** REQUIRED ACTION **
Write out every line below that contains "hand".

** DATA TO USE **
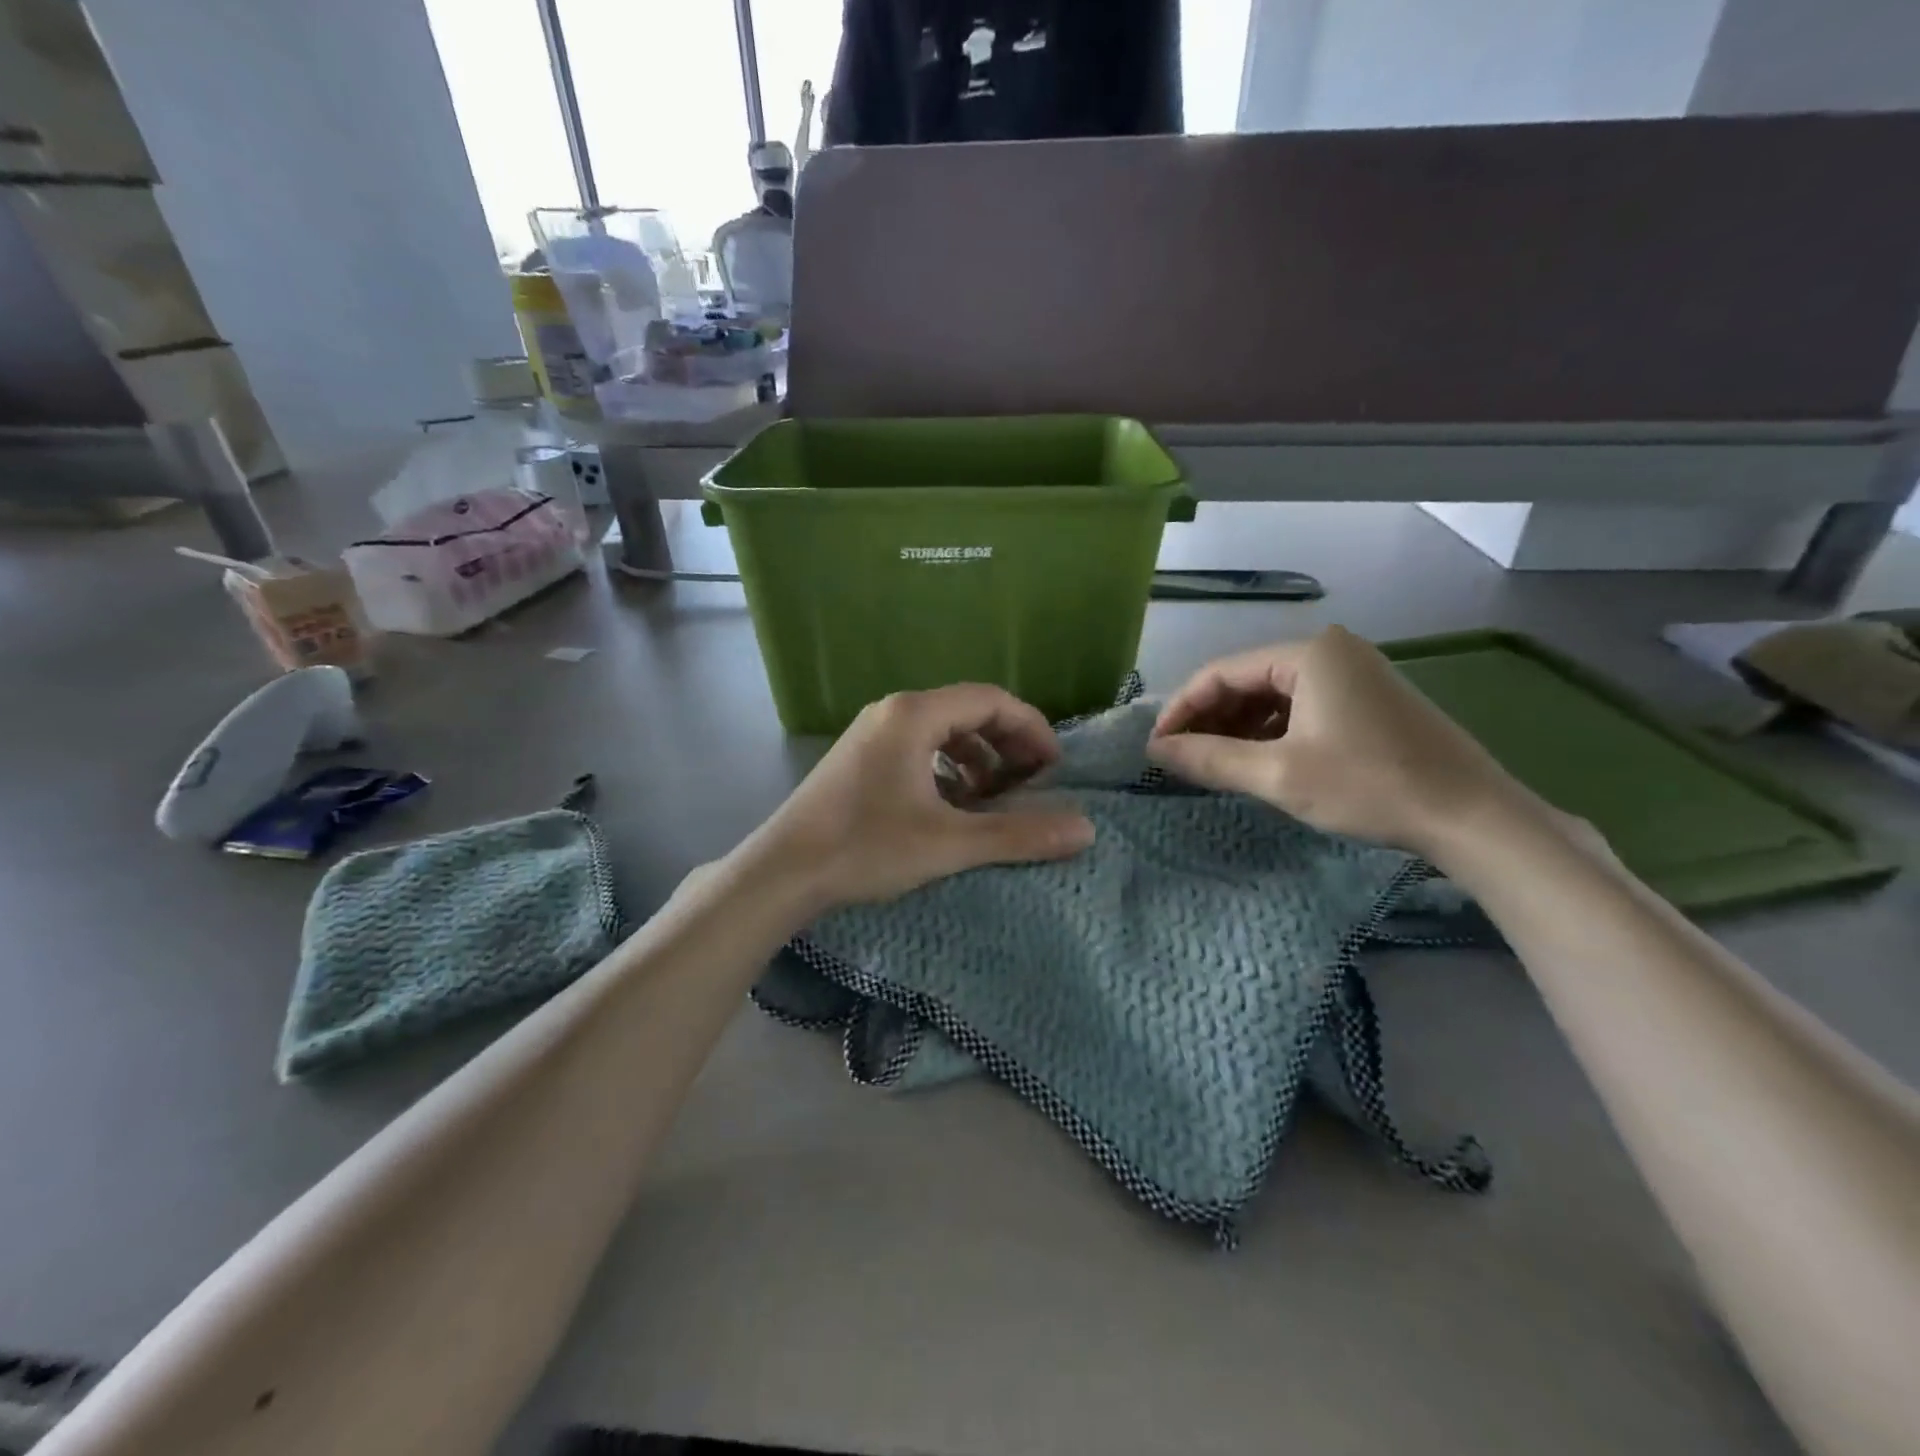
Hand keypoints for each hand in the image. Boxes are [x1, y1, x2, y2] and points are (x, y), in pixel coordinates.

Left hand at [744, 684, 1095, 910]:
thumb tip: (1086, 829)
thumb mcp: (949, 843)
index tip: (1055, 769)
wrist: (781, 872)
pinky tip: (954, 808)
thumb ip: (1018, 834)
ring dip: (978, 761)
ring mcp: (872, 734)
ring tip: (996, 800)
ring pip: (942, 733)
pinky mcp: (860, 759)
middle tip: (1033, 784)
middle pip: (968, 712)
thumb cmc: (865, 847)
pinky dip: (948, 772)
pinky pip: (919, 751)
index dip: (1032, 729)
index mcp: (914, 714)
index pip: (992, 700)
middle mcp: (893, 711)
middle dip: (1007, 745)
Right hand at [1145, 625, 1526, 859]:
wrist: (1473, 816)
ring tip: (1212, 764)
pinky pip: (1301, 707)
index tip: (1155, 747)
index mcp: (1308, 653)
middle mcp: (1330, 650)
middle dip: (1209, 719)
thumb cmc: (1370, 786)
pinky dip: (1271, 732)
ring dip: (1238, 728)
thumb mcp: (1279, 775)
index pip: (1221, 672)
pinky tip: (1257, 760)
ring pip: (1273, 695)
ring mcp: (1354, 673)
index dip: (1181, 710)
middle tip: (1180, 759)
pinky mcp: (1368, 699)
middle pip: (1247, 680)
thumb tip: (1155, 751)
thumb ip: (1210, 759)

==

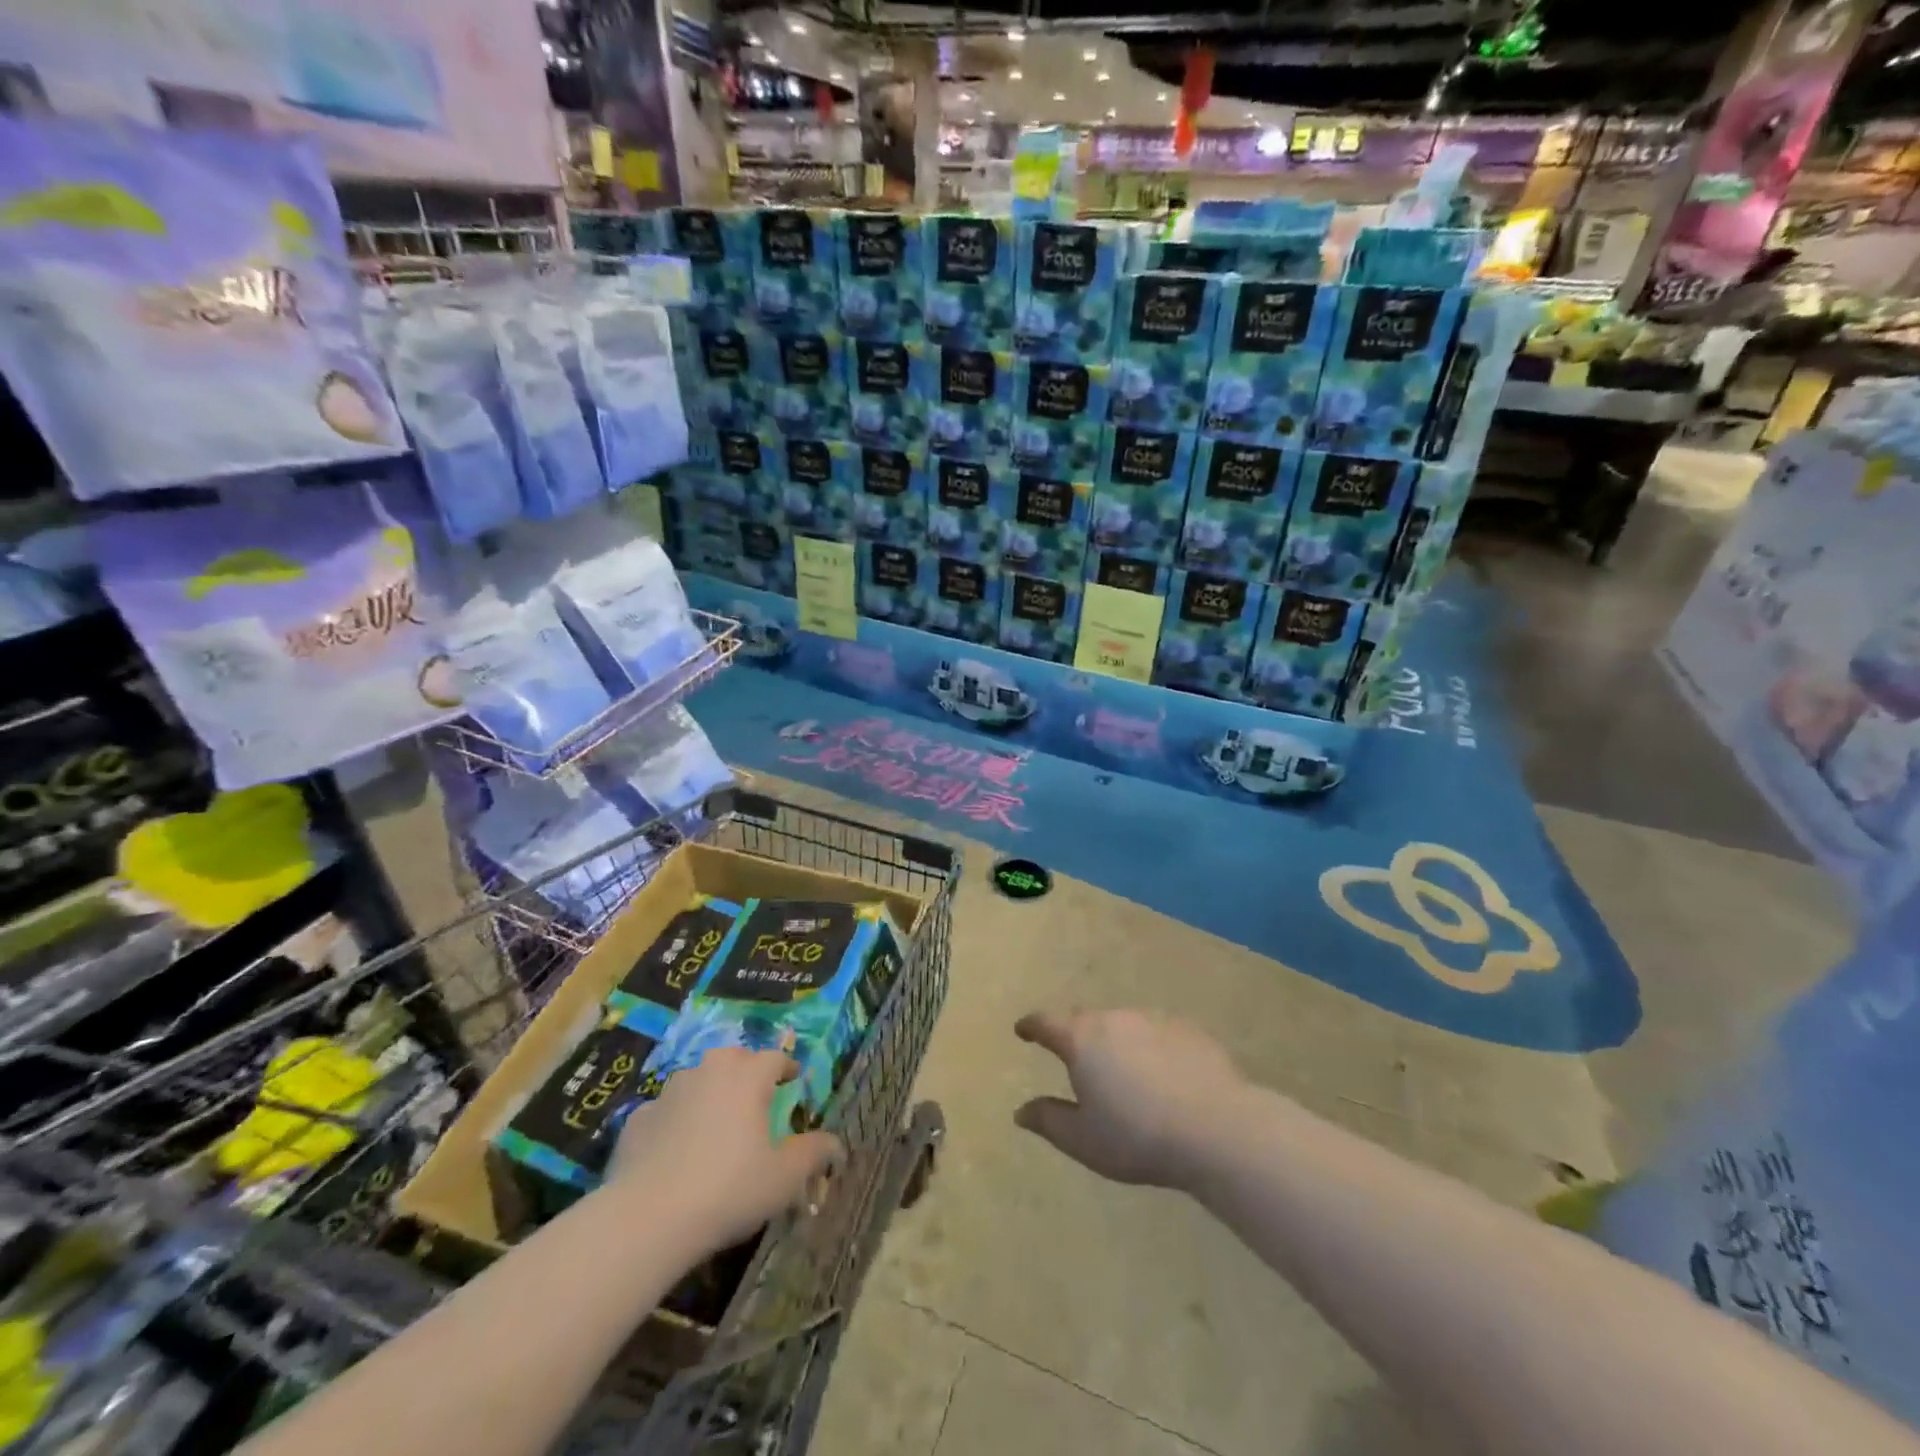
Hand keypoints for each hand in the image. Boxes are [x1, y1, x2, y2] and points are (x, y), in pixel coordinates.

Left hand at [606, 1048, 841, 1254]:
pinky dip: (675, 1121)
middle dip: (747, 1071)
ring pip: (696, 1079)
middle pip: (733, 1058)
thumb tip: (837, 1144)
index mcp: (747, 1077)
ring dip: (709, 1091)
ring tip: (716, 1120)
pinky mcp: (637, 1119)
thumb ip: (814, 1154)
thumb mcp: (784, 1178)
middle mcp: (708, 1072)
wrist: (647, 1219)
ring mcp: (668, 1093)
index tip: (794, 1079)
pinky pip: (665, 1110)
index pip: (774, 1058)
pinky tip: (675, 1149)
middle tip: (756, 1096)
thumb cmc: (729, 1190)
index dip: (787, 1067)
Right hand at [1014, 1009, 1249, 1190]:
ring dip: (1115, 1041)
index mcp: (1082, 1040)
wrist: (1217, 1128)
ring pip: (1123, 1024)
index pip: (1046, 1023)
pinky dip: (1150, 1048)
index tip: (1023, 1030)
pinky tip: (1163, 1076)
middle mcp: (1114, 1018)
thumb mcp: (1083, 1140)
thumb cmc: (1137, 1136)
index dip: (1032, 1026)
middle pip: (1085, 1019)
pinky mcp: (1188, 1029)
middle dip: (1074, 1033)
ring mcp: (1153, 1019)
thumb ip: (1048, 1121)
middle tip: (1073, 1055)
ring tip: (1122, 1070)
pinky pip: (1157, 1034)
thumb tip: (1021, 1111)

---

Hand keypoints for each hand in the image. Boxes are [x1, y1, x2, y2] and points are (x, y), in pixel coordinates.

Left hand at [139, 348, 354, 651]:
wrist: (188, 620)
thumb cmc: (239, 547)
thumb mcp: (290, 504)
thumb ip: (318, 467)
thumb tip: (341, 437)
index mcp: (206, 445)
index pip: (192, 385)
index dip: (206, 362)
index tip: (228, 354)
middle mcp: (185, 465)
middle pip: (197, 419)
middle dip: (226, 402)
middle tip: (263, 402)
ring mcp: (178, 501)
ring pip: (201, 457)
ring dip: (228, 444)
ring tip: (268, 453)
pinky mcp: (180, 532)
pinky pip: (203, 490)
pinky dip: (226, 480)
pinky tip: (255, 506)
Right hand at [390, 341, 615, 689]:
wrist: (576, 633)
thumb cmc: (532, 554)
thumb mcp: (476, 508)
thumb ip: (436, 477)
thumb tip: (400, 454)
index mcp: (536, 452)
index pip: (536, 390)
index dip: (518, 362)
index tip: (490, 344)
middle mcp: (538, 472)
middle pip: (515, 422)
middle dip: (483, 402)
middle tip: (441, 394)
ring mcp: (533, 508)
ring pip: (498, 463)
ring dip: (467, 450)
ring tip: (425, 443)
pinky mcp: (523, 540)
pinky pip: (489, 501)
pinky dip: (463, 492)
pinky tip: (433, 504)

** RESPONSE TO THE EXERCISE **
Hand keypoints for each hand in the image. Boxes are [x1, y1, x2, y2] and points are (x, y), in pixel coordinates.
Left hand at [744, 684, 1095, 910]:
Right hand at [1145, 625, 1526, 859]:
Hand keypoints for each hand in the image. Boxes are [x1, y1, x2, y2] and points are (x, y), in pixel coordinates.
Left hand at [606, 1048, 841, 1254]:
Right hand at [1014, 1009, 1249, 1190]:
Hand keypoints for each hand in the image. Boxes are [x1, y1, x2, y2] and points are (x, y), in pixel coordinates.
Left hand at [139, 348, 354, 651]:
Right hand at [390, 341, 615, 689]:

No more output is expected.